One hypothesis raised by the team was that not all car types take the same time to clean, and that this could be limiting throughput on certain shifts. To test this, wash duration was broken down by car type.
The data shows median wash time sits between 9 and 13 minutes across all vehicle classes — a narrow range with no obvious outlier, except for V (12-seater vans) which sit slightly higher. There is a less-than-ideal spread within each category, but this is most likely attributable to how dirty a car arrives rather than the car type itself — a variable that wasn't measured in this trial but would be a valuable addition to future data collection.
The conclusion: car type is not a meaningful driver of throughput variation. The constraint lies elsewhere.
Currently, one in every three minutes of the wash worker's logged time is spent Running. This is not an efficiency problem inside the wash process — it is a staffing allocation problem at the team level.
To quantify the impact, three scenarios were simulated for each of the eight shifts:
These projections do not account for the additional gains from eliminating context-switching during the shift — the mental and physical cost of switching between Running and washing. In practice, the throughput improvement could be even greater.
The main conclusion of this analysis is that Run time is the primary driver of missed throughput targets. On days where Run time was high, car throughput fell — these two variables have a direct, consistent relationship across all eight shifts in the dataset.
From operational knowledge, we know that the number of cars rented on any given day doesn't always justify having a dedicated full-time runner. So rather than a binary "runner or no runner" recommendation, the data allows for a more nuanced target: analysing the dataset, a wash worker can allocate up to 70 minutes to Running and still reach 20 cars per shift. This is based on mean data only and does not account for which car types are being cleaned or the level of dirt in each one — both variables that could refine this threshold further.
The dashboard translated this into a concrete operational target: keep Run time under 69.5 minutes per shift. That's the number the team can now monitor daily, without needing to understand the underlying math.
One advantage of having the data online is that you can build a dashboard to monitor the operation in real time. That's exactly what was built using Looker Studio — a deliberately simple design that gives a manager or supervisor a quick read on what's happening, with visual cues in red, yellow, and green.

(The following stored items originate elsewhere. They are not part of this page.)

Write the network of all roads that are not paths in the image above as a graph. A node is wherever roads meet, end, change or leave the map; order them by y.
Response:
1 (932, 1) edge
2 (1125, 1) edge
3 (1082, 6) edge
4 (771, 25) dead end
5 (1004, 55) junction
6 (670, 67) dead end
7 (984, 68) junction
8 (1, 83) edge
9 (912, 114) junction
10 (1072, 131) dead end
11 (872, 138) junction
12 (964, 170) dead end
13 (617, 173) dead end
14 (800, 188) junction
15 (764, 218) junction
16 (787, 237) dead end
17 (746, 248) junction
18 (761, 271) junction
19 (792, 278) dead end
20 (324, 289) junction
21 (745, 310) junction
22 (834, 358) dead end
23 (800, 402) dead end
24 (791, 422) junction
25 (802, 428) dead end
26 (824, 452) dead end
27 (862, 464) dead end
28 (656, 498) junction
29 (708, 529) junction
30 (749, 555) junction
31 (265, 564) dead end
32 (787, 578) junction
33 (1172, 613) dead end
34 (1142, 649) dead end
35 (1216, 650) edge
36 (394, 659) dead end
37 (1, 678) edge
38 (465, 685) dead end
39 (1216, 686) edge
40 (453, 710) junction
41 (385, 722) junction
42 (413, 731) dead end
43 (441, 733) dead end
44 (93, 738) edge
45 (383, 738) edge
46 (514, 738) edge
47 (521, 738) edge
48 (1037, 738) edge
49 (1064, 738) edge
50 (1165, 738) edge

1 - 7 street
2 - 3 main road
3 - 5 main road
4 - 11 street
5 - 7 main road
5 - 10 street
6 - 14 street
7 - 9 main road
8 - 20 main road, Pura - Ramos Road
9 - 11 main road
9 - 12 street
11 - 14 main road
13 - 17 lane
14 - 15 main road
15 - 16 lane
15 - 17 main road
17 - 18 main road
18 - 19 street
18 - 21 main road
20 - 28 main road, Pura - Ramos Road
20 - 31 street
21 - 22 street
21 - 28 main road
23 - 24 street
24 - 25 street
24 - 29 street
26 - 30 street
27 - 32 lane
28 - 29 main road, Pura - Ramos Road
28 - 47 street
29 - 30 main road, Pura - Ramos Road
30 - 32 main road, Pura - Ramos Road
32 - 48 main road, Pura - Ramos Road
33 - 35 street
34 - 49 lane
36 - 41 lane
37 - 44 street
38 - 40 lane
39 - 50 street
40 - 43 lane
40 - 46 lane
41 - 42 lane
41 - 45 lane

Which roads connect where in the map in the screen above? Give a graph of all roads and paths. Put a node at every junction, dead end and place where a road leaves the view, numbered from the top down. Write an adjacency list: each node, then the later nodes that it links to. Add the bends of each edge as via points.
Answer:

The main KPIs on the first page are: number of cars cleaned, average wash time, cars per wash hour (how many cars the worker completes per hour of active washing), cars per active hour (accounting for the full shift), and wash activity breakdown. The bottom half gives a deeper view of the efficiency gap, with Run time as the headline metric. The second page offers a more operational analysis designed to surface trends over time.

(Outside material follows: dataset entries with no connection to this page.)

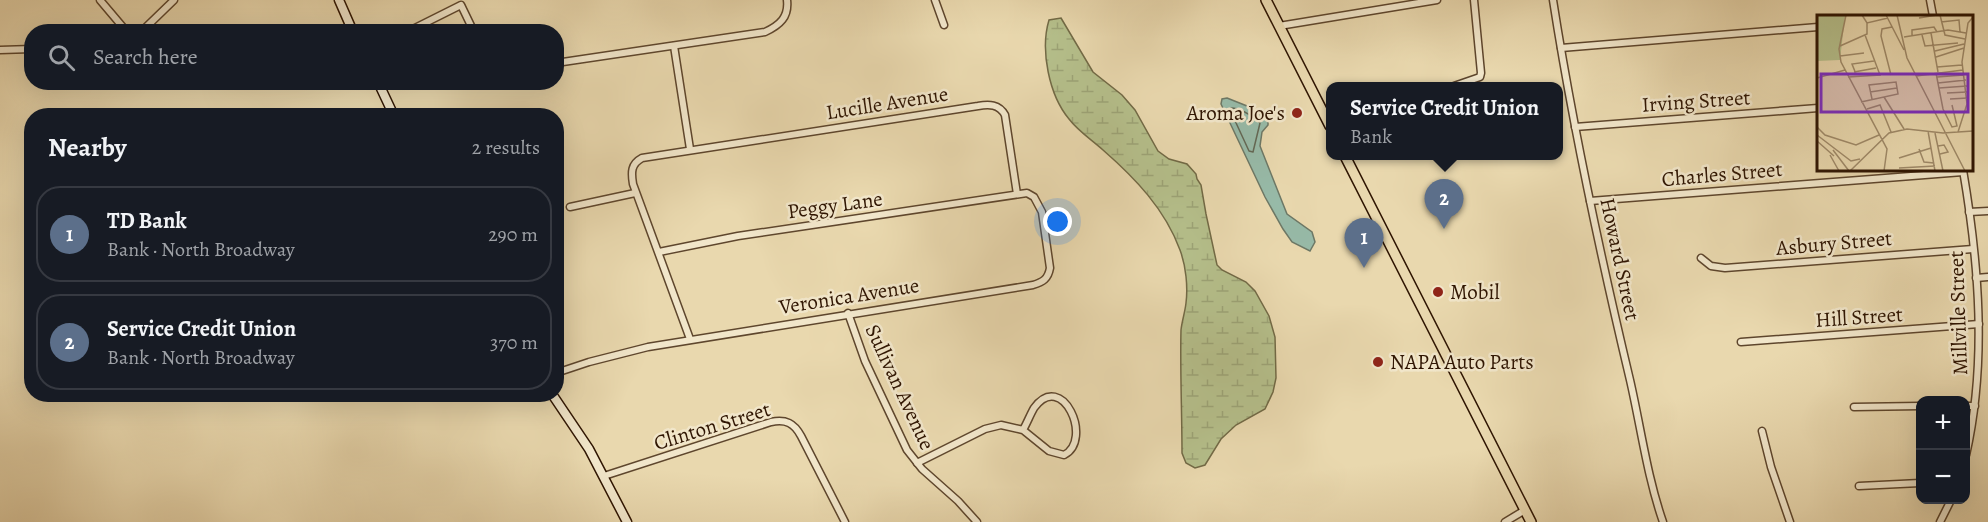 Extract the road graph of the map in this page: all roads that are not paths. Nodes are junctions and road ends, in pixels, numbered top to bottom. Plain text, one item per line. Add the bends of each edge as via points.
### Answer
1 (100, 0) edge
2 (173, 0) edge
3 (339, 0) edge
4 (787, 0) edge
5 (935, 0) edge
6 (1266, 0) edge
7 (1437, 0) edge
8 (1474, 0) edge
9 (1553, 0) edge
10 (1930, 0) edge
11 (1421, 1) edge
12 (460, 3) edge
13 (1933, 15) edge
14 (120, 24) edge
15 (149, 24) edge
16 (350, 24) edge
17 (422, 24) edge
18 (470, 24) edge
19 (944, 25) dead end
20 (1279, 26) junction
21 (1817, 27) edge
22 (674, 46) junction
23 (1561, 48) junction
24 (24, 49) edge
25 (0, 50) edge
26 (564, 62) edge
27 (1467, 82) edge
28 (382, 90) edge
29 (390, 108) edge
30 (1817, 108) edge
31 (1326, 118) edge
32 (1575, 127) junction
33 (690, 149) junction
34 (1347, 160) edge
35 (1963, 171) edge
36 (636, 193) junction
37 (1017, 194) junction
38 (1590, 201) junction
39 (570, 207) dead end
40 (1988, 211) edge
41 (1969, 212) junction
42 (1973, 249) junction
43 (659, 252) junction
44 (1701, 258) dead end
45 (1988, 277) edge
46 (1976, 278) junction
47 (848, 313) junction
48 (1979, 324) junction
49 (690, 339) junction
50 (1741, 342) dead end
51 (564, 371) edge
52 (557, 402) edge
53 (1916, 406) edge
54 (1970, 406) edge
55 (1975, 406) junction
56 (1854, 407) dead end
57 (1023, 430) junction
58 (1762, 431) dead end
59 (1966, 450) edge
60 (916, 463) junction
61 (604, 476) junction
62 (1916, 483) edge
63 (1859, 486) dead end
64 (1949, 504) edge
65 (1525, 510) junction
66 (627, 522) edge
67 (844, 522) edge
68 (977, 522) edge
69 (1505, 522) edge
70 (1531, 522) edge
71 (1663, 522) edge
72 (1790, 522) edge
73 (1940, 522) edge

1 - 14 street
2 - 15 street
3 - 16 street
4 - 22 street via 786,17 765,32
5 - 19 street
6 - 20 main road
7 - 11 street
8 - 27 street via 1481,68 1480,77
9 - 23 street, Howard Street
10 - 13 street
11 - 20 street
12 - 17 street
12 - 18 street
20 - 31 main road
21 - 23 street
22 - 26 street
22 - 33 street
23 - 32 street, Howard Street
24 - 25 street
28 - 29 street
30 - 32 street, Irving Street
32 - 38 street, Howard Street
33 - 36 street, Lucille Avenue via 637,160 631,170
33 - 37 street, Lucille Avenue via 994,105 1005,115
34 - 65 main road
35 - 38 street, Charles Street
35 - 41 street, Millville Street
36 - 39 street
36 - 43 street, Lucille Avenue
37 - 43 street, Peggy Lane via 738,236
37 - 47 street, Veronica Avenue via 1034,197 1042,212 1050,268 1041,283
38 - 71 street, Howard Street via 1647,469
40 - 41 street
41 - 42 street, Millville Street
42 - 44 street, Asbury Street via 1725,268 1711,266
42 - 46 street, Millville Street
43 - 49 street, Lucille Avenue
45 - 46 street
46 - 48 street, Millville Street
47 - 49 street, Veronica Avenue
47 - 60 street, Sullivan Avenue via 865,361
48 - 50 street, Hill Street
48 - 55 street, Millville Street
49 - 51 street, Veronica Avenue via 629,351
52 - 61 street
53 - 56 street
54 - 55 street
55 - 59 street, Millville Street
57 - 57 street via 1049,451 1064,455 1073,444 1075,420 1066,403 1050,398 1040,402
57 - 60 street via 1007,425 990,426
58 - 72 street
60 - 68 street, Sullivan Avenue
61 - 66 street
61 - 67 street, Clinton Street via 771,422 788,422 796,427
62 - 63 street
64 - 73 street
65 - 69 street
65 - 70 main road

The real skill here isn't Looker Studio or AppSheet — it's the problem decomposition. The business had a productivity problem. Before any analysis was possible, a data collection problem had to be solved first. That meant designing a tool people would actually use under time pressure, in a physical environment, with minimal friction.

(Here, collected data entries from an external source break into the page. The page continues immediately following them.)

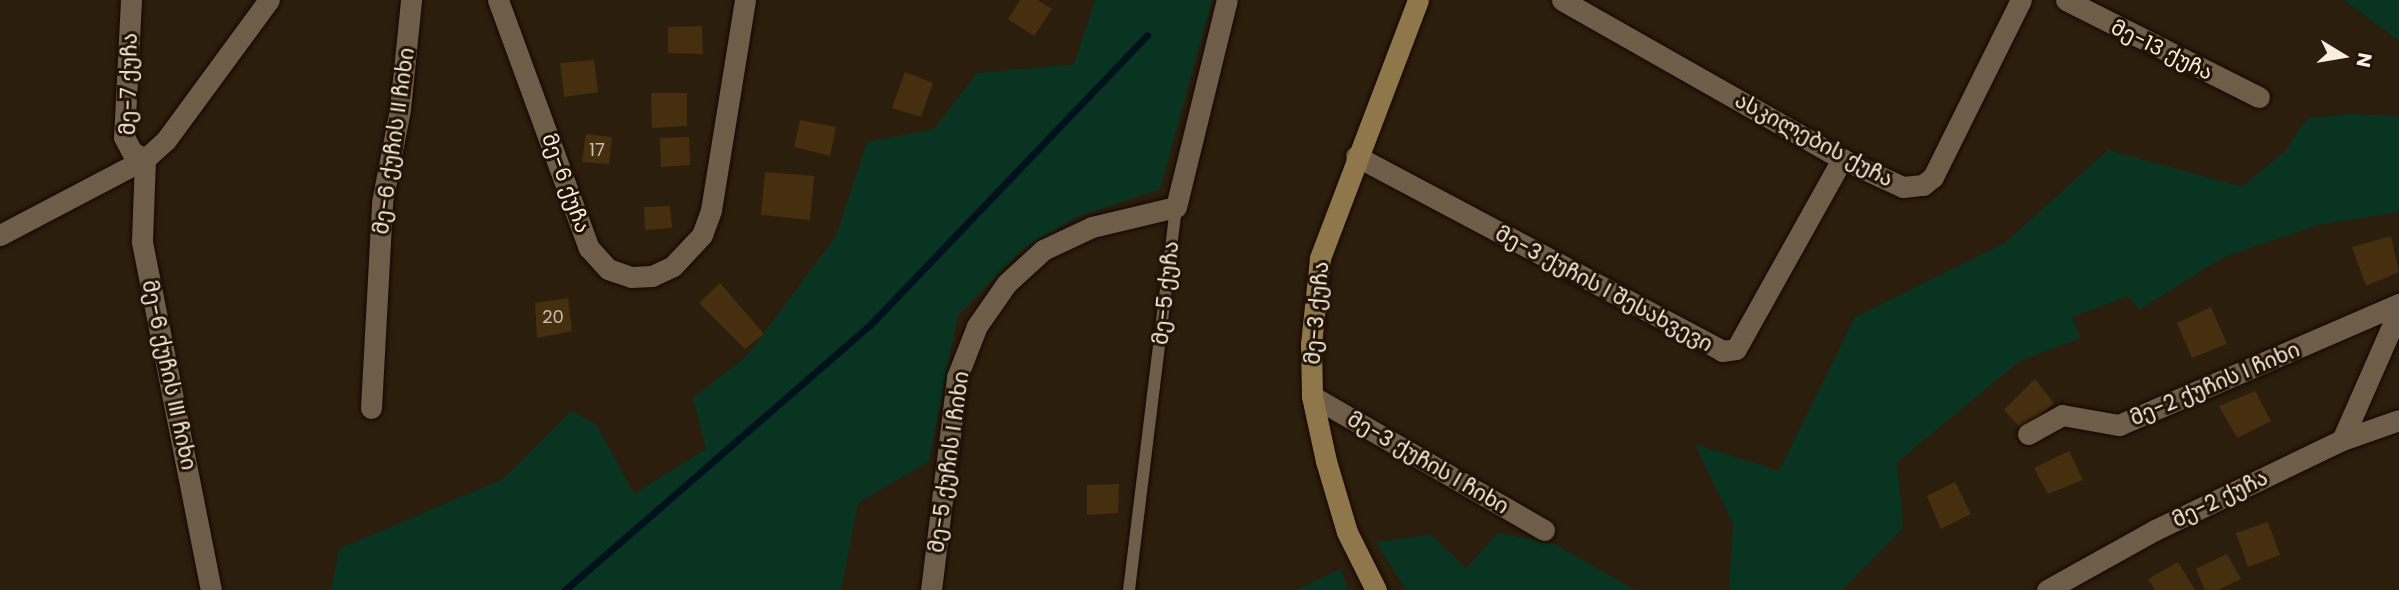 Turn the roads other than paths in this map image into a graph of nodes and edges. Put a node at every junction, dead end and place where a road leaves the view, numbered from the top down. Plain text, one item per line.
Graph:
1 (131, 0) edge
2 (269, 0) edge
3 (411, 0) edge
4 (745, 0) edge
5 (1227, 0) edge
6 (1418, 0) edge
7 (1562, 0) edge
8 (2021, 0) edge
9 (2066, 0) edge
10 (505, 7) edge
11 (2259, 97) dead end
12 (1356, 156) junction
13 (145, 159) junction
14 (1842, 159) junction
15 (1176, 207) junction
16 (0, 235) edge
17 (2399, 304) edge
18 (2399, 310) edge
19 (1312, 396) junction
20 (372, 408) dead end
21 (2399, 420) edge
22 (2028, 435) dead end
23 (2342, 440) junction
24 (1544, 530) dead end
25 (211, 590) edge
26 (931, 590) edge
27 (1129, 590) edge
28 (1376, 590) edge
29 (2047, 590) edge

1 - 13 street, მე-7 ქუჩა
2 - 13 street
3 - 20 street, მე-6 ქუჩის II ჩიხი
4 - 10 street, მე-6 ქუჩა
5 - 15 street, მე-5 ქუჩა
6 - 12 street, მე-3 ქუჩა
7 - 14 street, ასკილების ქუჩა
8 - 14 street, ასკილების ქუჩა
9 - 11 street, მე-13 ქუჩა
12 - 14 street, მე-3 ქუჩის I შესახვევი
12 - 19 street, მე-3 ქუჩა
13 - 16 street
13 - 25 street, მე-6 ქუჩის III ჩიხი
15 - 26 street, მე-5 ქუჩის I ჩიხი
15 - 27 lane, მე-5 ქუჩა
17 - 22 street, მე-2 ქუჩის I ჩიხი
18 - 23 street
19 - 24 street, მე-3 ქუჩის I ჩიხი
19 - 28 street, მე-3 ქუჩა
21 - 23 street, მე-2 ქუჩა
23 - 29 street, მე-2 ქუჩა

The insight that emerged — a specific, actionable Run time threshold — didn't require sophisticated modelling. It required clean data and the right question. The dashboard makes that insight persistent and self-serve, so the team doesn't need an analyst to tell them whether they're on track each shift.
That's the pattern that transfers to any operations role: identify the constraint, quantify it, and make the answer visible to the people who can act on it.